I appreciate the emphasis on a non-apathetic approach to the issues of our society. How do we combat the sense of hopelessness that seems to accompany those issues? How do we move beyond the thinking that "this issue is to big for me"?

This semester I have been blessed by my Christian Imagination class. The focus is more on the arts, but the idea of Christians redeeming their imaginations is one that struck home with me. I think the arts are an accessible and universal avenue through which the propehtic can be heard. The artist is a "builder of vision, reality, and hope".

As Christians, the redemption of our imagination cannot be limited to only the "arts" or the "artists". It might start there, but it must spread to include the whole of the church body.
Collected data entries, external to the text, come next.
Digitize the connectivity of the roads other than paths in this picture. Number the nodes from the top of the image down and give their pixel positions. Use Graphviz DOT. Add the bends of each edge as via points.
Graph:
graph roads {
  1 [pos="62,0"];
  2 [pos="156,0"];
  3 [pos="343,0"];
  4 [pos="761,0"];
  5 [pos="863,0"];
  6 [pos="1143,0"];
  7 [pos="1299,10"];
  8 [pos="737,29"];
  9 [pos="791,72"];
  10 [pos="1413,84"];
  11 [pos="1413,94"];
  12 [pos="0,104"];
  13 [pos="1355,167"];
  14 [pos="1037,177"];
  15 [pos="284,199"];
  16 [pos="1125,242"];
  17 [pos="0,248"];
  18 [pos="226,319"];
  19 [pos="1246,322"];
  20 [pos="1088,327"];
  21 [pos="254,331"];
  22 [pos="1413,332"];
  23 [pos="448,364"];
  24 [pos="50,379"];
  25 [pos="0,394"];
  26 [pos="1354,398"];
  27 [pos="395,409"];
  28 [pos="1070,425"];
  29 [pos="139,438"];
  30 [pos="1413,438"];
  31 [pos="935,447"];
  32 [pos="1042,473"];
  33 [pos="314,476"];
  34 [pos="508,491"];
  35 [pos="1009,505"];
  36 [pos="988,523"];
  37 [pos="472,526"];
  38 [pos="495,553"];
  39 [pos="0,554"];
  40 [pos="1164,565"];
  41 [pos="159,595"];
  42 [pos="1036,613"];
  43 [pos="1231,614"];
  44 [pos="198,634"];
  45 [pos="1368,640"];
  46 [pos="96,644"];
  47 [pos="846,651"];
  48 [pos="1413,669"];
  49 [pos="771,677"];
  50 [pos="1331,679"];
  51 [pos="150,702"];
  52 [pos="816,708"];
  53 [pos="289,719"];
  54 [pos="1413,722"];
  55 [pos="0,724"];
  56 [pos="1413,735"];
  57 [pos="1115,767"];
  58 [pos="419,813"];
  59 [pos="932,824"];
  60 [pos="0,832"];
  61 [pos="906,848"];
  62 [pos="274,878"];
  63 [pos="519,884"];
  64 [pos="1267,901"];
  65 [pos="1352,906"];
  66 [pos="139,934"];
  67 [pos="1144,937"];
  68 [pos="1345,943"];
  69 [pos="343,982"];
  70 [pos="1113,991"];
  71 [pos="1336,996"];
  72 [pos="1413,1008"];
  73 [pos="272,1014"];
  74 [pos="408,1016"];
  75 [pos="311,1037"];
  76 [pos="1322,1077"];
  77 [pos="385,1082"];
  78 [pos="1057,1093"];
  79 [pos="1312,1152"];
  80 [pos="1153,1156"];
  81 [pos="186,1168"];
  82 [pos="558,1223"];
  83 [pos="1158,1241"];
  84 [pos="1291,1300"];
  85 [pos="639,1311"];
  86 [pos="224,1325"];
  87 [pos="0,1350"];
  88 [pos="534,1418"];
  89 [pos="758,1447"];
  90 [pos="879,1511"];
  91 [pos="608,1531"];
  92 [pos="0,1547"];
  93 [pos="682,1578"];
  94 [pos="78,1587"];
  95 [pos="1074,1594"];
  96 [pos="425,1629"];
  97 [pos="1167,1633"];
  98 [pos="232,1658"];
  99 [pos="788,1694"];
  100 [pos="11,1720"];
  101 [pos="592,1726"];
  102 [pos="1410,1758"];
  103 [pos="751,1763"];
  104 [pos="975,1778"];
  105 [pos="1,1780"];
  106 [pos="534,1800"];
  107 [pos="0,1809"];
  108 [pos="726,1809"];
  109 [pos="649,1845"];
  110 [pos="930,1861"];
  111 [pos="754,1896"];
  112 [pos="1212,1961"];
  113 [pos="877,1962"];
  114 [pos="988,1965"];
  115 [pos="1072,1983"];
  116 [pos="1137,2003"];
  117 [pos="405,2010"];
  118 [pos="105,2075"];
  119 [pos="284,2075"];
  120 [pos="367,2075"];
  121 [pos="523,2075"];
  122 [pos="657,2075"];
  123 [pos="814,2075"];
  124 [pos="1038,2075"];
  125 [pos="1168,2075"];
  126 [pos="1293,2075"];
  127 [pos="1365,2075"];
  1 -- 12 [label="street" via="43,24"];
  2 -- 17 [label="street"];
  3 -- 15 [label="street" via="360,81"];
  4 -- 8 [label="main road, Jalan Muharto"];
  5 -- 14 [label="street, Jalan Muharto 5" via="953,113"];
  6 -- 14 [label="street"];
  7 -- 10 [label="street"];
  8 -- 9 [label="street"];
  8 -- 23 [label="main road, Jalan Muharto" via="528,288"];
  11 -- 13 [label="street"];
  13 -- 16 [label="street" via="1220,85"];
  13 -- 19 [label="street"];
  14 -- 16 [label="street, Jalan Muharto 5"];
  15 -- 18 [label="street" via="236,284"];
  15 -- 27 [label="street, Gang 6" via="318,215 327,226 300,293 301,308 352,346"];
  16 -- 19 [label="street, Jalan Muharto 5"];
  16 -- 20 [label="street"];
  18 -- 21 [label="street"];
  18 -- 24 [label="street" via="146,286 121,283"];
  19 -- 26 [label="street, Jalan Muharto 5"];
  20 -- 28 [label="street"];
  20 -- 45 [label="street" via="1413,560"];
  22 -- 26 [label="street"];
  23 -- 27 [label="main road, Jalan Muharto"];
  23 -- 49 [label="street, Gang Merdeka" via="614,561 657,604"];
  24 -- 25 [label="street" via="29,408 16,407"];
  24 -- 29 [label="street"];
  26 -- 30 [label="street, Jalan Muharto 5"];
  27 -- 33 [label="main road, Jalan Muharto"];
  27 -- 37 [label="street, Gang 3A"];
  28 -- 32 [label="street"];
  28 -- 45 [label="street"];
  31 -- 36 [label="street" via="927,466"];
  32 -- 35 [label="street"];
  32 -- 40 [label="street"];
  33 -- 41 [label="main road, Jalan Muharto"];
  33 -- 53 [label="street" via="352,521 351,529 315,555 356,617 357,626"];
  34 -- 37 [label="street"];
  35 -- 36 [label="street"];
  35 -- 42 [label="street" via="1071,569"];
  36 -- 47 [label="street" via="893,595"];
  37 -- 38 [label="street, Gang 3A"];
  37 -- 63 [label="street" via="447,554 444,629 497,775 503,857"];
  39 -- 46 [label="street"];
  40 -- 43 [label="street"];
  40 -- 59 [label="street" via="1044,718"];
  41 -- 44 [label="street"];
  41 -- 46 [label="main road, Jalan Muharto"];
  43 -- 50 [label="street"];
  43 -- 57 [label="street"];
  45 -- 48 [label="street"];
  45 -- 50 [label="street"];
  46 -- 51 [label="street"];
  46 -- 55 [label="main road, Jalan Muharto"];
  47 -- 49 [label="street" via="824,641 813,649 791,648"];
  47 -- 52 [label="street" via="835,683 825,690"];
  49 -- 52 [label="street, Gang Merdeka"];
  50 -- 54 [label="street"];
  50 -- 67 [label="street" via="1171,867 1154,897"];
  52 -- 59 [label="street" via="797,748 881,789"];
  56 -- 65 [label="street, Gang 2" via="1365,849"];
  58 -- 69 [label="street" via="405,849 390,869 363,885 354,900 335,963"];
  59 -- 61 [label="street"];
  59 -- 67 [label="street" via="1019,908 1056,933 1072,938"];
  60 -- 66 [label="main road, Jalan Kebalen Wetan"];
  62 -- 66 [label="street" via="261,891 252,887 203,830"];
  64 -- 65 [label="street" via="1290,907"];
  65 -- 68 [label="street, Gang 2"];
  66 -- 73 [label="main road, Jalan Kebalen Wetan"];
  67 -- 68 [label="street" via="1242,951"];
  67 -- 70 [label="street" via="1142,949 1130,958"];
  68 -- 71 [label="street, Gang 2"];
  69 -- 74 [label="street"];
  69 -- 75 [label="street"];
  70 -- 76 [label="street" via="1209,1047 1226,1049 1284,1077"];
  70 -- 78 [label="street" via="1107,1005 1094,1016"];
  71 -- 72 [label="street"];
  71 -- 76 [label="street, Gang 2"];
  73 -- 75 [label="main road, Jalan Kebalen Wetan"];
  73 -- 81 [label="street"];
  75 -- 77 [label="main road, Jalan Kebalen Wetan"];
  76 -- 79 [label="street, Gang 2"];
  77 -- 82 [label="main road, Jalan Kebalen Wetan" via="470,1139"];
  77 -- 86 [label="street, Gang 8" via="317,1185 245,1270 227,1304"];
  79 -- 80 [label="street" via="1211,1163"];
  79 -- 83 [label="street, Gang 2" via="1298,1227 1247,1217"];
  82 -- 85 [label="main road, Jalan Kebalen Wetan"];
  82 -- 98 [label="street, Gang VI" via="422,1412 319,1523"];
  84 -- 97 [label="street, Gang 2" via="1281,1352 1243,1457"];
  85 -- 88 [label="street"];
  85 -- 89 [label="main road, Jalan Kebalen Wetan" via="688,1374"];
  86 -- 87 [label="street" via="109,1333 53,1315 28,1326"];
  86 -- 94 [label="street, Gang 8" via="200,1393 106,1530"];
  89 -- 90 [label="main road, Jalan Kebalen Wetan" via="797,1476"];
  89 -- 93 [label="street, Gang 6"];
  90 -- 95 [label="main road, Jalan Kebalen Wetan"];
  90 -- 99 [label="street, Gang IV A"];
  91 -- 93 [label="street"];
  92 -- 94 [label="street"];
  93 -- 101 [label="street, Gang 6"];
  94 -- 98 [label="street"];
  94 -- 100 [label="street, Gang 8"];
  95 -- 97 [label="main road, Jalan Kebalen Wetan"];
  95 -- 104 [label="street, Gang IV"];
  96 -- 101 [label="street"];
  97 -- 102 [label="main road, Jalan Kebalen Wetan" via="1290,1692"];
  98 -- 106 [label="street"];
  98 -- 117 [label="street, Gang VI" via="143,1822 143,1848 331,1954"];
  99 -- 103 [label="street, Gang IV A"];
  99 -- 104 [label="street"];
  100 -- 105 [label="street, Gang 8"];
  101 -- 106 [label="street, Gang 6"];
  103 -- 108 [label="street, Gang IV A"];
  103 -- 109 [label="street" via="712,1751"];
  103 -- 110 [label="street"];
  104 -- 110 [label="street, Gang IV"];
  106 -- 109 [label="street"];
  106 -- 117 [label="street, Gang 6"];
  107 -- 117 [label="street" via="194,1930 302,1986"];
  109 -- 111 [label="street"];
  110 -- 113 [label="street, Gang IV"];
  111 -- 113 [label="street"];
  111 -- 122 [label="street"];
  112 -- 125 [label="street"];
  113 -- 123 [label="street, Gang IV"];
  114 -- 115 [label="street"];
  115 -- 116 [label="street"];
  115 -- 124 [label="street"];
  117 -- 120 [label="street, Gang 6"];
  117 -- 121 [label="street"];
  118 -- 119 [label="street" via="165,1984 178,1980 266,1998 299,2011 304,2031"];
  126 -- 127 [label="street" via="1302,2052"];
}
Perhaps we need to seriously evaluate the current status and role of the artist in the church in light of this.

Mark Clark said...

Indeed. The arts: poetry/songs/paintings are one way beyond pronouncement to bring about imagination change. So, though a formal church service might be able to house this--though I don't think we have figured out the best way to do this--how do we "evalutate the crrent staus of the artist in the church" in a more holistic way?

So that everything is not evaluated based on the presence of something in a one hour church service--but during the week, in our lives; how do we highlight the prophetic message through the artists?

Blessings

Anonymous said...

I still think there is room in a one-hour church service for the arts (besides music - which is seemingly the only one of the "arts" to have succeeded in this setting. I once heard someone argue that the universality of music was the reason it has flourished...I'm not sure I buy it). But this is proabably a reaction to the fact that the arts have been largely left out of the service. You speak of holistic art/holistic worship, but what about holistic worship in the one-hour church service?

Sorry, I realize I this seems like a bit of a tangent, but I think the two are inescapably tied.